Try it. Please count the lines below that contain the word "lane", and reply with that number alone.

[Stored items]
☆ ☆ ☆ ☆ ☆

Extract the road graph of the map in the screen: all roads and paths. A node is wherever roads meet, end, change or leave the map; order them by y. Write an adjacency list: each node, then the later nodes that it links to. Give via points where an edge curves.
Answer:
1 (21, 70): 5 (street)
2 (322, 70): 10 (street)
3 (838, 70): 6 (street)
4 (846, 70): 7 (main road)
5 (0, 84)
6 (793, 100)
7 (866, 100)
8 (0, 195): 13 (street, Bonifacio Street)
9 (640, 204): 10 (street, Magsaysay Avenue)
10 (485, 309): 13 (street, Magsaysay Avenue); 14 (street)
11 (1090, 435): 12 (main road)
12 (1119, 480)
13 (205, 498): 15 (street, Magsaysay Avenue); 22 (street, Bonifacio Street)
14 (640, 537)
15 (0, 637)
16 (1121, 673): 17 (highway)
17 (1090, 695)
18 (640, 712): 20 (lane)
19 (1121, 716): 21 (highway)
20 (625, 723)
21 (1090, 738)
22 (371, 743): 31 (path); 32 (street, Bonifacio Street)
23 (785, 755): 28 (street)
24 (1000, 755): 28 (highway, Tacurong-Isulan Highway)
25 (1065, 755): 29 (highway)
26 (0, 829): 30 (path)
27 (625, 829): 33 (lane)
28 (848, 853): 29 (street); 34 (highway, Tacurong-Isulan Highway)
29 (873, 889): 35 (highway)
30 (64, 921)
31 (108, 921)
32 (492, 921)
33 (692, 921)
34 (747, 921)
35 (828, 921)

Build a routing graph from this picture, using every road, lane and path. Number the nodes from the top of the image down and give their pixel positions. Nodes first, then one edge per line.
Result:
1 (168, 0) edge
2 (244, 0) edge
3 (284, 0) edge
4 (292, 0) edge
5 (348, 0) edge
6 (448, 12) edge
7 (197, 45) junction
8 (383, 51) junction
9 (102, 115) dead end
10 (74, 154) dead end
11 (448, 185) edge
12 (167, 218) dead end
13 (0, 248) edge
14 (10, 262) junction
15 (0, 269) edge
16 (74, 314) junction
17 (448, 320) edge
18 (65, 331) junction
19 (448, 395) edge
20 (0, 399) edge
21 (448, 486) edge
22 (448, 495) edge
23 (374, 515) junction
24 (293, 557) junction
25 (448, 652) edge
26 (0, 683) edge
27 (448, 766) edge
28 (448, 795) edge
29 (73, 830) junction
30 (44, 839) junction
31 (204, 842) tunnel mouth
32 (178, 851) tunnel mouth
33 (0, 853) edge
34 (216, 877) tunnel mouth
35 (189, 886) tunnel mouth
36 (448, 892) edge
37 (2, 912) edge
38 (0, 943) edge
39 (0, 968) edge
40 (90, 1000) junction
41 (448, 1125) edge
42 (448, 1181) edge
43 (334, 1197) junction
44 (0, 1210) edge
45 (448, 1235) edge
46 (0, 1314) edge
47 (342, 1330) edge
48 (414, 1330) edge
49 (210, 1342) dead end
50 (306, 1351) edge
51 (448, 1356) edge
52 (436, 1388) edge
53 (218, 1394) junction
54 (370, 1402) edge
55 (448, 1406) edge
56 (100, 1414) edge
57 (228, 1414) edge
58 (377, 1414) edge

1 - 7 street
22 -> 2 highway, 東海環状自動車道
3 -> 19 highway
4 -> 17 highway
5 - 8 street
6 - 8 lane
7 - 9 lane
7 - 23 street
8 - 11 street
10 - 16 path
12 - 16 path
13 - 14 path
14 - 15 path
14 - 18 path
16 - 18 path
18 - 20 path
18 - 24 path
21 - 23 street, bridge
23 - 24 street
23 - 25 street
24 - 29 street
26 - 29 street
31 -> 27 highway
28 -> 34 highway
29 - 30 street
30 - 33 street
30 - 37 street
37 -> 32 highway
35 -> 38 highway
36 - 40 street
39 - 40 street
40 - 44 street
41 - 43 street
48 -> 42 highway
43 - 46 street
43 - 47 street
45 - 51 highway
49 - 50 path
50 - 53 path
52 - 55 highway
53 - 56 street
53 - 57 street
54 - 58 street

☆ ☆ ☆ ☆ ☆

Answer box. 5